Sarà così: i “politici esperti” dicono che la diffida è fisiologica. Allora non promettete. Oggi (ieri, ndr) è stata notificata, sicuramente a tutti nella stessa data, ai consiglieri comunali la diffida del Prefetto all’approvazione del rendiconto di gestione 2015 e del bilancio di previsione 2016 entro venti giorni, pena lo scioglimento del consiglio comunale. Sicuramente tutti diranno che in venti giorni «c’è tutto il tempo per studiarsi le carte» e chissà poi sentiremo in consiglio comunale discorsi del tipo: «Non ho avuto tempo di leggere le carte ma dobbiamo dare un voto politico, la coscienza lo impone».
Sicuramente l’ormai contraddistinta “urgenza” di questa amministrazione ci imporrà la solita corsa allo studio delle carte nel limite delle nostre possibilità (per gli “esperti” sarà più facile), a riunioni di commissioni serrate e quindi al rischio di tralasciare qualcosa, oltre che al sentirci dire dai cittadini che corriamo dietro al gettone di presenza. Sarà che non è possibile per gli “esperti”, ma sarebbe stato più serio ricevere le carte non in tempi stretti ancora una volta, per poter meglio approfondire e, così come dicono loro, chissà anche “condividere” e proporre (ad oggi la documentazione del bilancio di previsione non è stata ancora recapitata così come previsto, nei venti giorni precedenti il consiglio comunale).
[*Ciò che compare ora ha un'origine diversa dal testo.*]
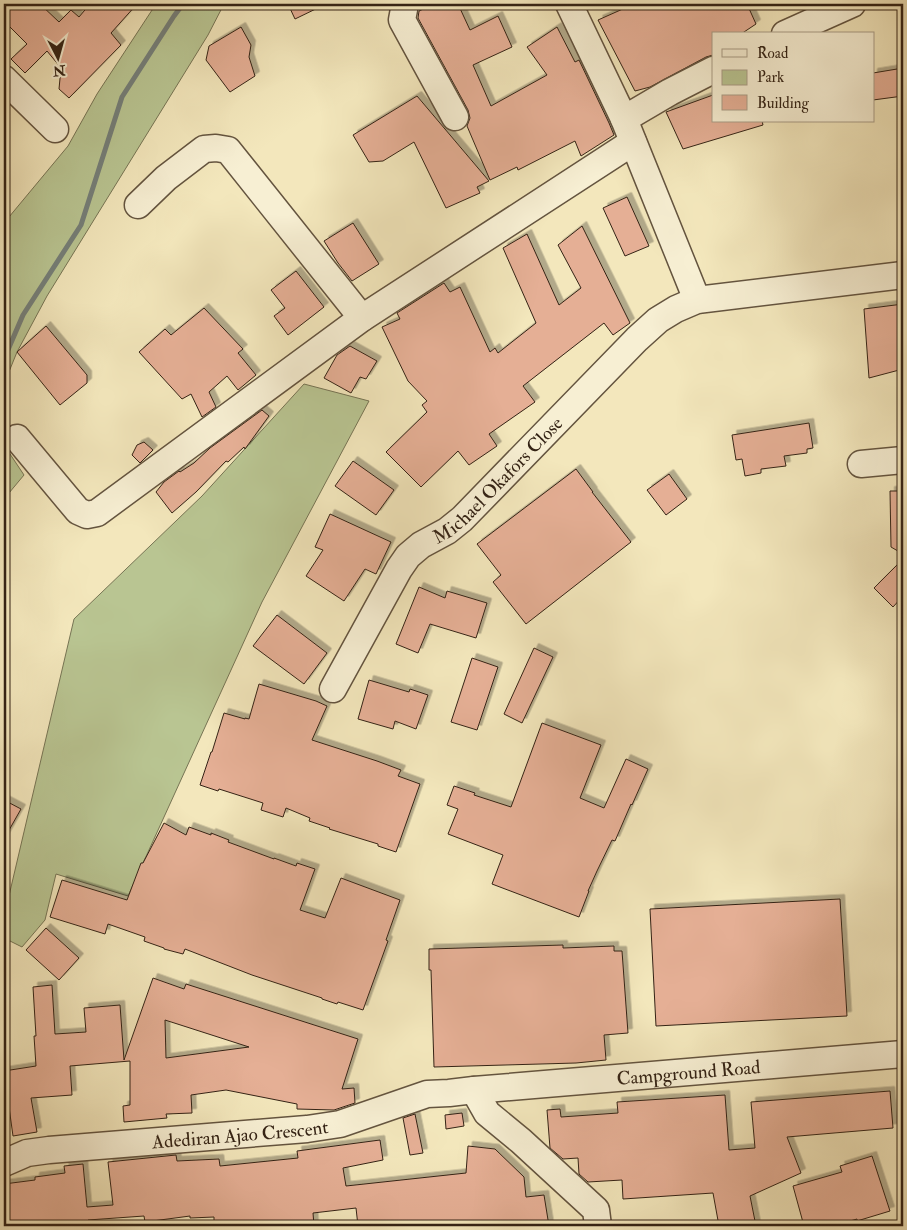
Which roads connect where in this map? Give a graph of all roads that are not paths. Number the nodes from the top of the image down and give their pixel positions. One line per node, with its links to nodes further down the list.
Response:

La verità è che sono solo parole e noi, cosi come a qualcuno piace definirci, “neofiti della politica” come fosse un’offesa, ma lo è per loro forse, possiamo solo prendere atto che nulla è cambiato. Ci auguriamo almeno che nel bilancio, così come promesso in occasione del riaccertamento dei residui ad agosto scorso dal sindaco che dichiarò - «mi pongo come prioritario obiettivo quello di riportare tutte le imposte aumentate dal commissario ad un regime di assoluta normalità» - ciò avvenga.